そう言えば昨日、食事を終えて部屋に戻ると、初めて食べる料理や素材にベル達も興奮してた。これ好きーっとご馳走を掲げるベル達、ジャイアントディアーは俺も美味しいと思ったけど、ベル達の口にも合ったようだ。
……なかなか落ち着きそうにないな。キャハハハっと笑いながら飛び回るベル達。可愛いけど今日は大変な気がする。マリーさんが素材を欲しがってたから、素材集めの時に頑張って貰うか。お気に入りのジャイアントディアーを討伐するのなら、探索にも気合が入るだろう。
ディーネとドリーは泉の家の管理に戻って貰ったけど、ベル達が落ち着くまで手伝って貰った方が良かったかもしれないな。
迷宮の入り口で兵士にギルドカードを見せて中に入る。どうやら俺の事を知っているらしく興味深そうに見られた。話しかけられると面倒なので、一礼して素早く中に入る。
「お師匠様、私達が先頭でいいですか?」
ん? うーん、どうしよう。この子達も低階層の魔物は相手にならないし、二十六層までは一気に移動した方が効率がいいな。二十層のボスはサラ達に戦って貰って、今回はレベル上げ優先で行こう。
「いや、二十六層まで急ぐからサラ達は付いて来て」
「分かりました」「分かった」「がんばる」
キッカもメルよりも体力があるし大丈夫だとは思うが、一番体力が無いのは確かなんだから注意して見ておこう。
「うん、それじゃあベル達が罠を潰しながら最短距離で案内してくれ。他の冒険者が居た場合は魔物は俺が倒すけど、居なかったら倒しちゃっていいからね。後はシルフィ、危ない時はよろしく」
ファイアードラゴンを倒したのはバレているんだから、ある程度は目立ってもいい気がするんだけど、オートでベル達が魔法を放ちまくるのを見られるのは不味い気がするんだよね。
「がんばるー」「キュキューー」「あんないする」「ククーー」
右手を高々と掲げて宣言するベル達。
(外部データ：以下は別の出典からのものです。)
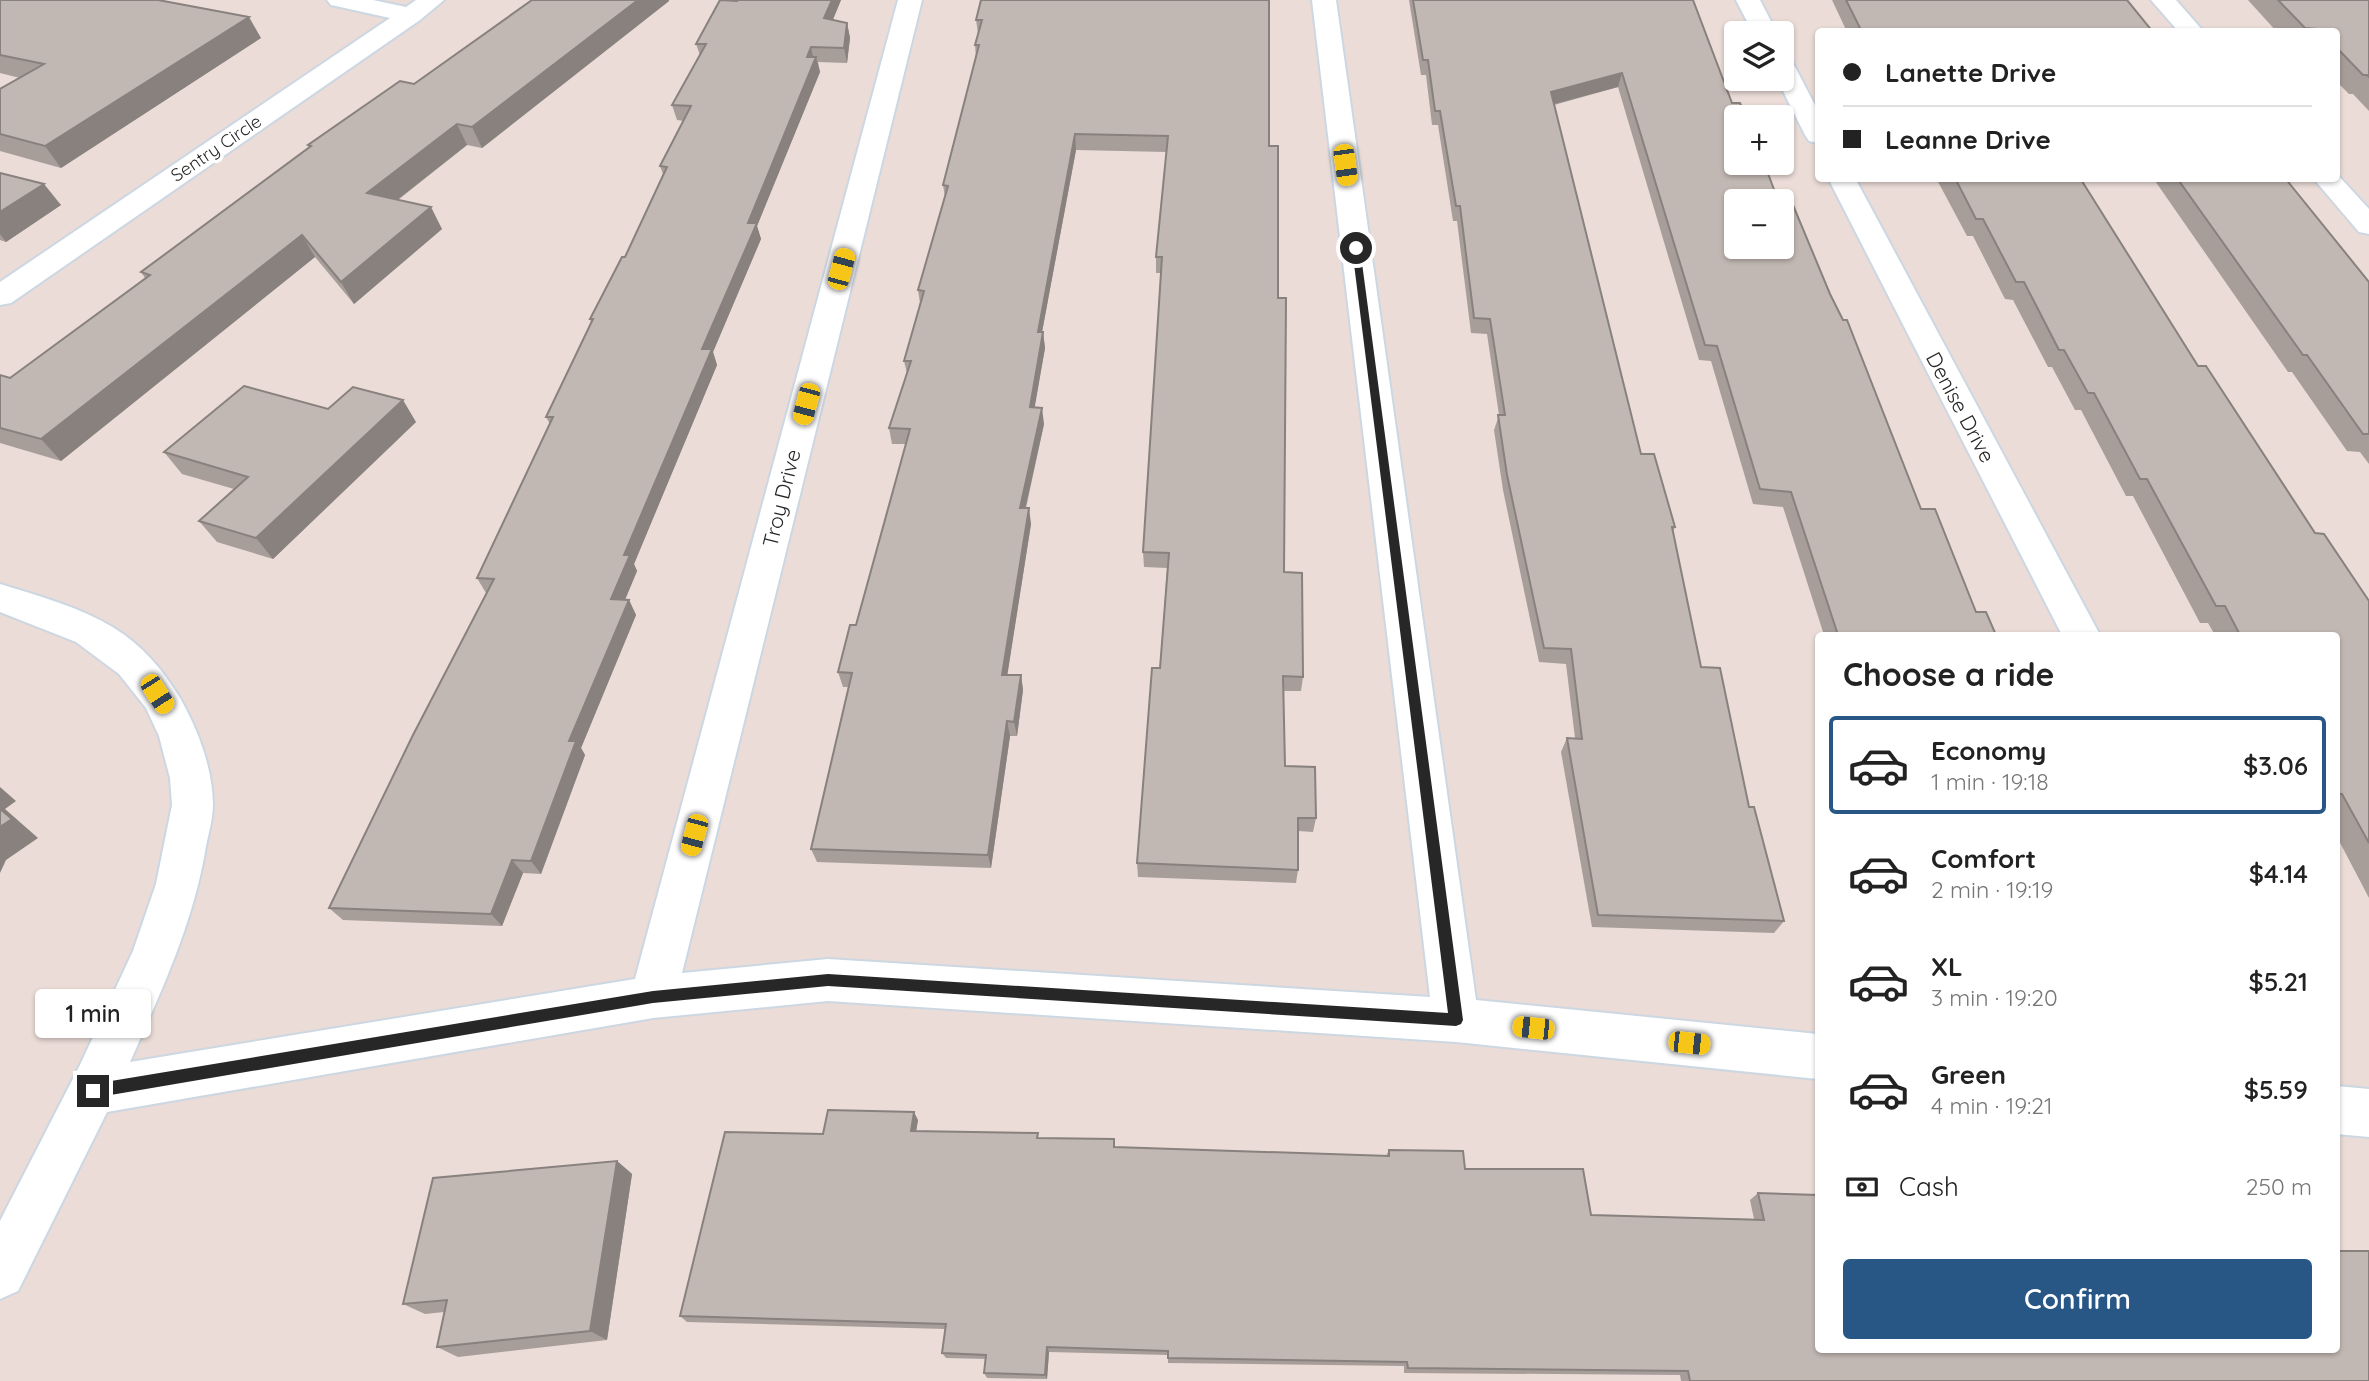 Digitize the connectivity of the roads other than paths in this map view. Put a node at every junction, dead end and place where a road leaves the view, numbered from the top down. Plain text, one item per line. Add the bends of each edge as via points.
1 (339, 0) edge
2 (910, 0) edge
3 (1324, 0) edge
4 (1748, 0) edge
5 (2163, 0) edge
6 (422, 7) edge
7 (1759, 21) edge
8 (2188, 28) edge
9 (1794, 88) edge
10 (1815, 129) edge
11 (1843, 182) edge
12 (2330, 182) edge
13 (2369, 226) edge
14 (0, 296) edge
15 (0, 598) edge
16 (2079, 632) edge
17 (653, 997) junction
18 (1456, 1020) junction
19 (1815, 1057) edge
20 (93, 1091) junction
21 (2340, 1110) edge
22 (2369, 1113) edge
23 (0, 1273) edge

1 - 6 street
2 - 17 street, Troy Drive
3 - 18 street
4 - 7 street
5 - 8 street
6 - 14 street, Sentry Circle
9 - 10 street
11 - 16 street, Denise Drive
12 - 13 street
15 - 20 street via 68,621 115,648 145,676 169,713 185,753 192,802 181,877 159,947
17 - 18 street via 828,980
17 - 20 street
18 - 19 street
20 - 23 street
21 - 22 street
うん、みんな元気だ。この移動で少しは落ち着いたらいいな。シルフィも軽く頷いているので問題無いだろう。
「じゃあ、出発!」
「ぎゅーん」っと声をあげて先行するベルとレイン。トゥルは近場を担当してくれるようだ。タマモは洞窟ではまだ戦えないからお休みだな。トゥルに続いて速足で洞窟内を進む。二十六層までならレベルも上がったし、最短距離を進めば夕方までには到着しそうだな。
***
意外と早く湿原に到着した。レベルアップって凄いよね。
「うーん、まだ時間があるし休憩したあと軽く魔物と戦ってみようか? 移動で疲れたなら今日は休みにしてもいいけどどっちがいい?」
移動拠点を出して休憩しながらサラ達に聞いてみる。ベル達は元気いっぱいで飛び回っているから大丈夫だよね。魔物を蹴散らして突き進んできたので、少しは落ち着いたかなって思ったけど、まだまだハイテンション維持している。
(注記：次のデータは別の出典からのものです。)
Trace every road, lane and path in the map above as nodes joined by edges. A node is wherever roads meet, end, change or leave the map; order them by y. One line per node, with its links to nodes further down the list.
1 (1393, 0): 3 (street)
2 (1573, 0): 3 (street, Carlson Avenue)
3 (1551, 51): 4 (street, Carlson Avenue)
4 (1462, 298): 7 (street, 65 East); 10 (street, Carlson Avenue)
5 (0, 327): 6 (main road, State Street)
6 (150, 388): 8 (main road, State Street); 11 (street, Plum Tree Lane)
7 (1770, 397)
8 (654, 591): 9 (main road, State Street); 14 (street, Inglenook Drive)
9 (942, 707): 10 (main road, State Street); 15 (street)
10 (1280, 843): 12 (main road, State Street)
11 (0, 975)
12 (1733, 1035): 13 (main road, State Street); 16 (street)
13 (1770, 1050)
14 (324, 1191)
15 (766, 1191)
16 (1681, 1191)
新築の家を出そうかとも思ったが、湿原で新しい家を出すのはなんか嫌だ。新築の家を出すのは死の大地に戻ってからにしよう。
「私は問題無いですが、キッカは大丈夫?」
「おれも大丈夫、キッカはどうだ?」
サラとマルコもキッカを心配している。本来はサラとマルコも心配される年齢なんだけどね。
「やすめばへいき! マメちゃんがいるもん!」
飲んでいたジュースをグイっと飲み干し、力強く言うキッカ。直ぐにマルコの後ろに隠れていたキッカが、こんなに自分の意見をハッキリ言えるようになるなんて、ちょっと感動しちゃったよ。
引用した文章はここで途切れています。